In 1950, Ms. Takamine became one of the first Japanese stars to renounce a studio contract and go freelance; soon, guiding her own career, she found her way to her mature collaborations with Naruse and Kinoshita. She was at the height of her popularity in 1955 when she married the screenwriter Zenzo Matsuyama, and again defied convention by continuing to work as an actress rather than withdraw into domestic life.

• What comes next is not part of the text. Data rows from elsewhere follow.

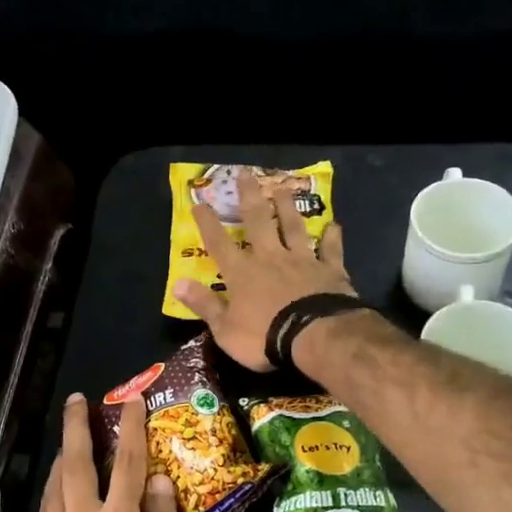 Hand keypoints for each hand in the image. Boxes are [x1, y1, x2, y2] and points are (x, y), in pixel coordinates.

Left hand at [31, 395, 190, 511]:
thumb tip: (158, 482)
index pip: (126, 465)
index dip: (130, 428)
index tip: (131, 400)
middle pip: (77, 465)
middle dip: (78, 428)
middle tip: (78, 400)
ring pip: (54, 487)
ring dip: (62, 456)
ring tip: (68, 436)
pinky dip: (51, 491)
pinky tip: (55, 487)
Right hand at [173, 194, 354, 370]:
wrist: (315, 336)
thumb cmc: (264, 337)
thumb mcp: (224, 329)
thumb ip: (204, 304)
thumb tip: (177, 284)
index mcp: (242, 273)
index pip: (219, 244)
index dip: (208, 223)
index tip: (199, 203)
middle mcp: (270, 258)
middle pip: (258, 221)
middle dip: (250, 197)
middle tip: (246, 174)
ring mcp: (302, 261)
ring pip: (293, 227)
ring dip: (288, 207)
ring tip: (284, 188)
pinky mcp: (329, 270)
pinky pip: (330, 249)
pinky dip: (331, 237)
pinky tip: (334, 225) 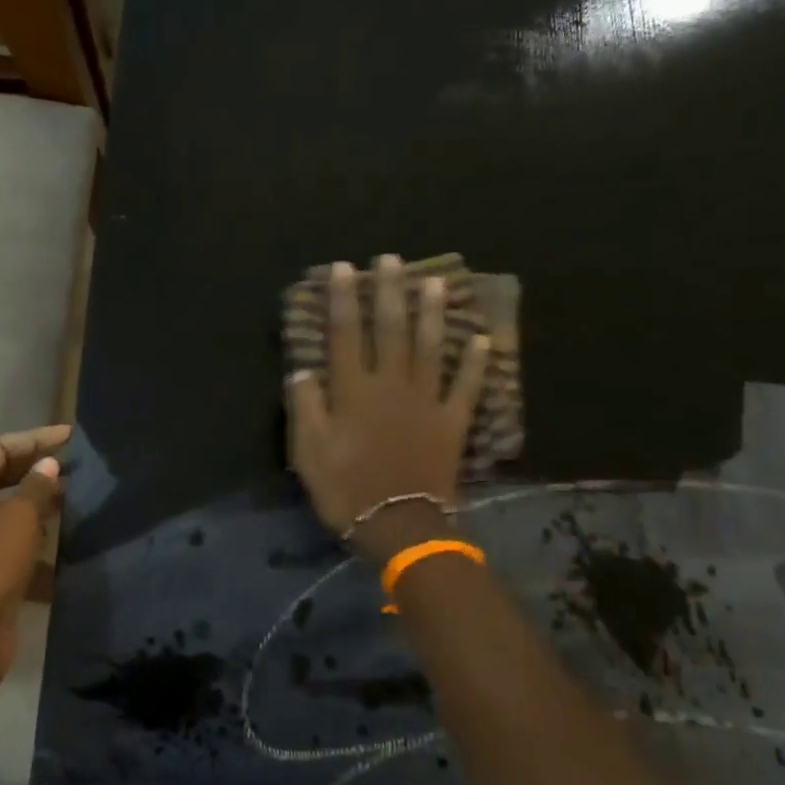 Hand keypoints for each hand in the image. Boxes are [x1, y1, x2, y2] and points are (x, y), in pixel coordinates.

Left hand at [0, 425, 70, 676]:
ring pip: (5, 503)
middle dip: (36, 464)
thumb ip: (37, 485)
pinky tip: (60, 525)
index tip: (70, 436)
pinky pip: (9, 531)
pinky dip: (33, 523)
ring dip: (36, 494)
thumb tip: (49, 465)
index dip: (35, 438)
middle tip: (74, 459)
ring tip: (73, 488)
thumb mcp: (20, 515)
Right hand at [286, 255, 488, 560]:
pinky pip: (466, 386)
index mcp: (354, 391)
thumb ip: (305, 407)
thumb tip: (302, 369)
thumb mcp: (309, 451)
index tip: (344, 268)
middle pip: (391, 330)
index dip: (343, 299)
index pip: (346, 334)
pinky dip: (475, 363)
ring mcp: (427, 401)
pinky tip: (482, 339)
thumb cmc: (347, 489)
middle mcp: (392, 385)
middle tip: (392, 258)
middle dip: (389, 292)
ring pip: (431, 347)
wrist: (400, 525)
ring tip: (435, 282)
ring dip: (432, 313)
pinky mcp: (452, 422) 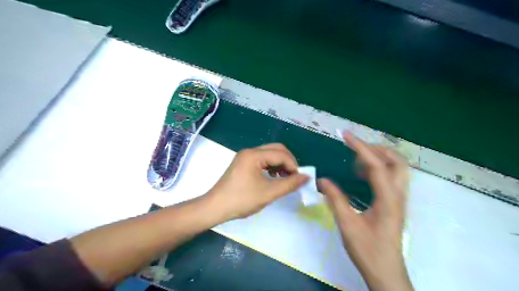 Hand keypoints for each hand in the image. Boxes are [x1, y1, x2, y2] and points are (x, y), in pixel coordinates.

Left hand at [208, 143, 309, 219]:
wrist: (215, 208)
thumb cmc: (241, 200)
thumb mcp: (268, 193)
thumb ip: (289, 184)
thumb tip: (306, 177)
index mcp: (254, 155)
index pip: (281, 154)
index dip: (293, 165)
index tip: (300, 179)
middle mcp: (249, 151)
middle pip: (276, 149)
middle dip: (288, 161)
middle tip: (294, 176)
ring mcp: (245, 157)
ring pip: (269, 154)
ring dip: (280, 163)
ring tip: (285, 178)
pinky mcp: (243, 163)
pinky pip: (262, 160)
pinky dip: (271, 166)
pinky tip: (273, 177)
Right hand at [319, 134, 411, 290]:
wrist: (386, 272)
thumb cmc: (367, 250)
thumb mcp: (347, 224)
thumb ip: (336, 199)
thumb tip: (322, 180)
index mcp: (387, 199)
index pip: (376, 165)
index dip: (360, 147)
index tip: (345, 135)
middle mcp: (398, 195)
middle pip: (397, 161)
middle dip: (376, 149)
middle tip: (354, 149)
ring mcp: (399, 199)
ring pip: (397, 168)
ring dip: (378, 158)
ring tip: (356, 162)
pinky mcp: (396, 203)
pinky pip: (392, 177)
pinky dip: (378, 169)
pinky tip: (363, 176) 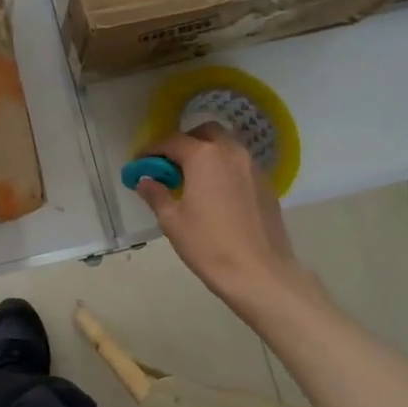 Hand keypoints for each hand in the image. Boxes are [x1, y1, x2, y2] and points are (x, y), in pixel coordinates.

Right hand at [135, 125, 317, 321]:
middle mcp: (230, 153)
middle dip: (185, 143)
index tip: (141, 163)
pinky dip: (225, 169)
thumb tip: (145, 180)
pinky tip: (217, 194)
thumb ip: (156, 194)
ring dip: (207, 153)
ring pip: (226, 146)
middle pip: (205, 133)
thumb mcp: (172, 221)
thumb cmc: (209, 245)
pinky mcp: (266, 185)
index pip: (172, 141)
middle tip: (171, 166)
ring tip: (194, 180)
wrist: (259, 273)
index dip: (152, 150)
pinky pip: (240, 165)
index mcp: (204, 156)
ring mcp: (253, 167) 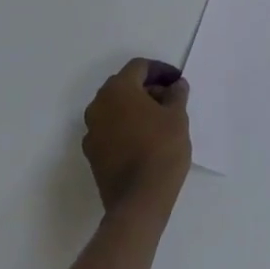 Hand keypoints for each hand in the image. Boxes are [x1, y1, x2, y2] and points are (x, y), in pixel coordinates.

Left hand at [82, 59, 190, 216]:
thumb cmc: (161, 150)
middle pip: (124, 85)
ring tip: (159, 119)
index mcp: (118, 90)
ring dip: (135, 107)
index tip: (177, 81)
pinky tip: (144, 139)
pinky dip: (126, 126)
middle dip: (147, 87)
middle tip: (170, 98)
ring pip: (115, 107)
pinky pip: (110, 128)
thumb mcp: (177, 117)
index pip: (139, 67)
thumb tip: (176, 85)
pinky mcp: (92, 153)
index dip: (161, 70)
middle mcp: (98, 105)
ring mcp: (91, 130)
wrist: (139, 201)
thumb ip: (176, 94) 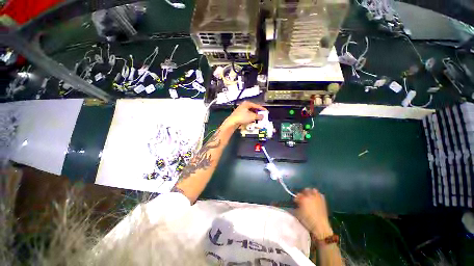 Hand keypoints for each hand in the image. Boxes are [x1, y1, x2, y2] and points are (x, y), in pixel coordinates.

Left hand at [223, 101, 266, 128]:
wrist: (232, 122)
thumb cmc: (242, 117)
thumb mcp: (252, 117)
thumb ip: (258, 116)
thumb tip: (262, 116)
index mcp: (247, 103)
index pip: (257, 105)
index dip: (262, 109)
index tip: (266, 112)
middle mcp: (244, 105)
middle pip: (253, 109)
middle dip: (258, 113)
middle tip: (262, 116)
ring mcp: (241, 110)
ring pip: (250, 112)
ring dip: (254, 116)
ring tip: (258, 119)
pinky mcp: (239, 114)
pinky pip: (247, 115)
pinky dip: (250, 117)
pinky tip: (252, 120)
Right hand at [294, 188, 333, 239]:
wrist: (320, 227)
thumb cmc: (307, 221)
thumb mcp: (298, 214)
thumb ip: (295, 207)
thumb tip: (294, 204)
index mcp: (303, 199)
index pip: (297, 195)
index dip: (296, 198)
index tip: (296, 202)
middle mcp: (310, 196)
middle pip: (305, 190)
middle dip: (303, 193)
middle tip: (302, 198)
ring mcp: (317, 198)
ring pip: (313, 190)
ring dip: (310, 192)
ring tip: (309, 197)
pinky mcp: (323, 201)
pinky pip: (320, 195)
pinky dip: (317, 195)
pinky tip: (316, 198)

She retired from the screen 50 years after she began, after appearing in one last film for Kinoshita, “My Son! My Son!,” in 1979. In her later years she published an autobiography, “My Professional Diary” (1976), as well as travel writing and essays.

She is survived by her husband, Mr. Matsuyama.